__Task statement__.
Find every line containing the word "Tomas" in the records below; report only how many there are.

__Source material__.

-- Opening Marker --

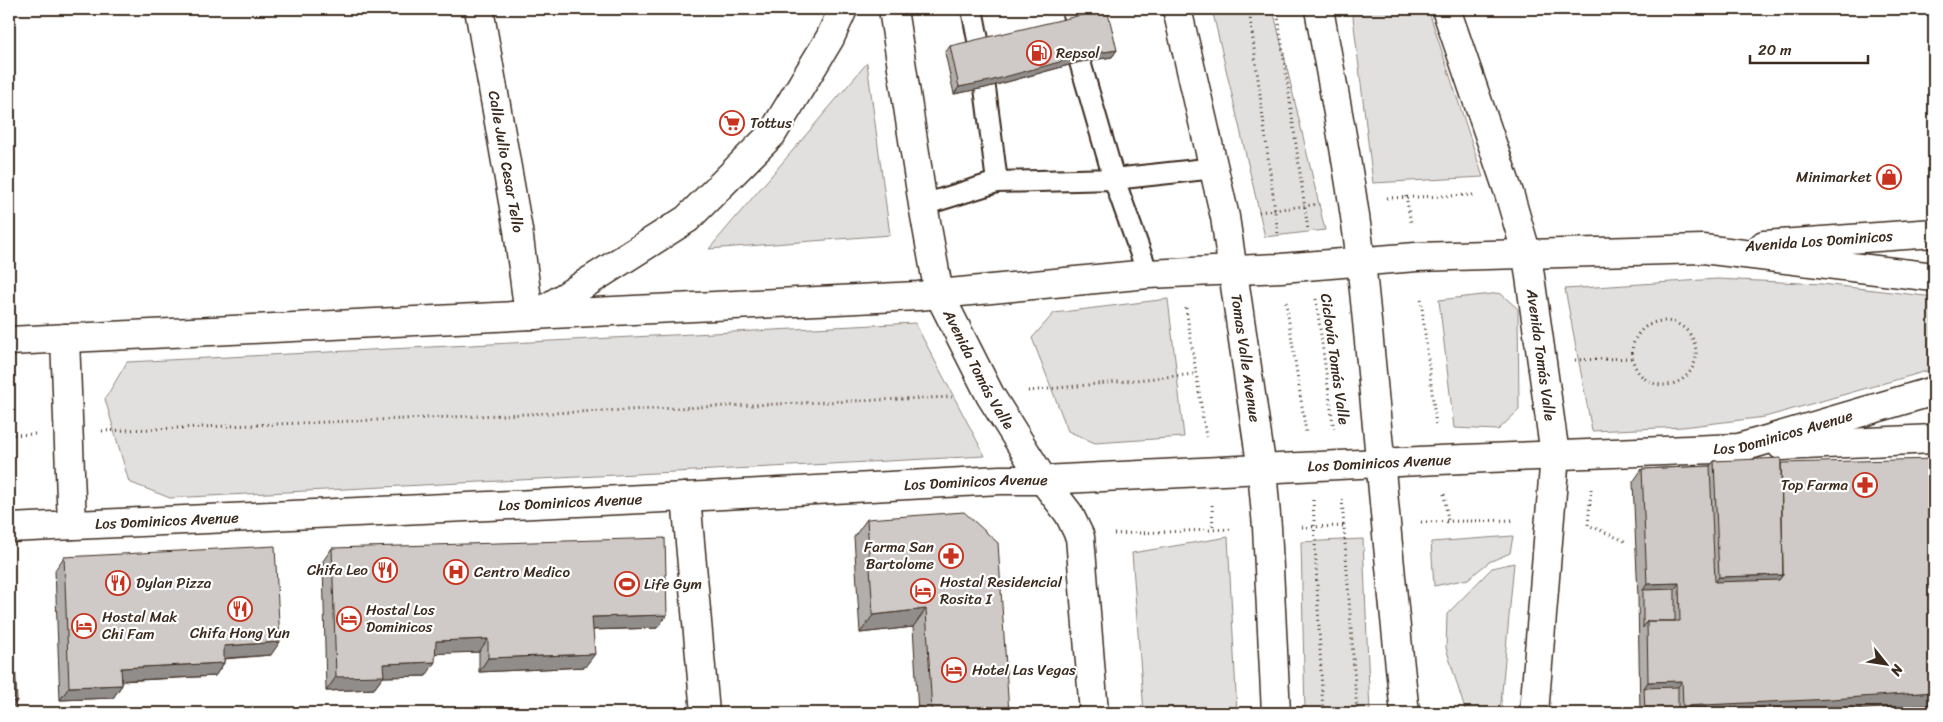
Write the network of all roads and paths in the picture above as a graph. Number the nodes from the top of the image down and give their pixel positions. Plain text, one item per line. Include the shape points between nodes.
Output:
1 (478, 9) edge
2 (842, 9) edge
3 (893, 9) edge
4 (972, 9) edge
5 (1177, 9) edge
6 (1250, 9) edge
7 (1276, 9) edge
8 (1319, 9) edge
9 (1446, 9) edge
10 (979, 46) edge
11 (1080, 62) edge
12 (985, 88) edge
13 (1215, 168) junction
14 (1114, 179) junction
15 (997, 182) junction
16 (1476, 195) dead end
17 (1406, 196) junction
18 (1382, 198) dead end
19 (1319, 204) dead end
20 (923, 206) junction
21 (1306, 206) junction
22 (1276, 209) junction
23 (1259, 212) dead end
24 (1411, 225) dead end
25 (1934, 233) edge
26 (1703, 249) junction
27 (1527, 255) junction
28 (1360, 261) junction
29 (1311, 265) junction
30 (1280, 268) junction
31 (1233, 269) junction
32 (1148, 274) junction
33 (1934, 277) edge
34 (939, 294) junction
35 (1185, 300) dead end
36 (1421, 300) dead end
37 (532, 315) junction
38 (64, 338) junction
39 (9, 341) edge
40 (1632, 358) junction
41 (1568, 361) dead end
42 (1195, 374) junction
43 (1934, 391) edge
44 (990, 394) junction
45 (1436, 429) dead end
46 (68, 432) junction
47 (9, 435) edge
48 (1934, 439) edge
49 (1207, 446) dead end
50 (1738, 448) junction
51 (1555, 455) junction
52 (1380, 464) junction
53 (1339, 466) junction
54 (1312, 467) junction
55 (1262, 470) junction
56 (1043, 480) junction
57 (1591, 485) dead end
58 (686, 497) junction
59 (1515, 520) dead end
60 (1420, 522) dead end
61 (72, 525) junction
62 (1354, 525) dead end
63 (1345, 526) junction
64 (1302, 527) dead end
65 (1313, 527) junction
66 (9, 528) edge
67 (1238, 529) dead end
68 (1107, 535) dead end
69 (1627, 542) dead end
70 (705, 713) edge
71 (1094, 713) edge
72 (1276, 713) edge
73 (1323, 713) edge
74 (1357, 713) edge
75 (1405, 713) edge
76 (1534, 713) edge

1 - 37 main road, Calle Julio Cesar Tello
2 - 37 main road via 830,38 772,134 694,213
3 - 20 main road, Avenida Tomás Valle
4 - 10 lane
5 - 13 main road, Tomas Valle Avenue
6 - 22 path
7 - 21 path, Ciclovía Tomás Valle
8 - 28 main road
9 - 27 main road, Avenida Tomás Valle
11 - 14 lane
12 - 15 lane
13 - 14 lane
13 - 31 main road, Tomas Valle Avenue
14 - 15 lane
14 - 32 lane
15 - 20 lane
16 - 17 path
17 - 18 path
17 - 24 path
19 - 21 path
20 - 34 main road, Avenida Tomás Valle
21 - 22 path
21 - 29 path, Ciclovía Tomás Valle
22 - 23 path
22 - 30 path
25 - 26 main road, Avenida Los Dominicos
26 - 27 main road
26 - 33 main road
27 - 28 main road
27 - 51 main road, Avenida Tomás Valle
28 - 29 main road
28 - 52 main road
29 - 30 main road
29 - 53 path, Ciclovía Tomás Valle
30 - 31 main road
30 - 54 path
31 - 32 main road
31 - 55 main road, Tomas Valle Avenue
32 - 34 main road
34 - 37 main road
34 - 44 main road, Avenida Tomás Valle
35 - 42 path
36 - 45 path
37 - 38 main road
38 - 39 main road
38 - 46 main road
40 - 40 path via 1642,377 1663,386 1674,384 1691,371 1696,350 1693,339 1683,326 1667,320 1657,321 1641,330 1632,346
40 - 41 path
42 - 44 path
42 - 49 path
43 - 50 main road, Los Dominicos Avenue
44 - 46 path
44 - 56 main road, Avenida Tomás Valle
46 - 47 path
46 - 61 main road
48 - 50 main road
50 - 51 main road, Los Dominicos Avenue
51 - 52 main road, Los Dominicos Avenue
51 - 76 main road, Avenida Tomás Valle
52 - 53 main road, Los Dominicos Avenue
52 - 75 main road
53 - 54 main road, Los Dominicos Avenue
53 - 63 path, Ciclovía Tomás Valle
54 - 55 main road, Los Dominicos Avenue
54 - 65 path
55 - 56 main road, Los Dominicos Avenue
55 - 72 main road, Tomas Valle Avenue
56 - 58 main road, Los Dominicos Avenue
56 - 71 main road, Avenida Tomás Valle via 1069,514 1080,536
57 - 69 path via 1588,524
58 - 61 main road, Los Dominicos Avenue
58 - 70 main road
59 - 60 path
61 - 66 main road, Los Dominicos Avenue
62 - 63 path
63 - 65 path
63 - 74 path, Ciclovía Tomás Valle
64 - 65 path
65 - 73 path
67 - 68 path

-- Closing Marker --

__Your solution__.
4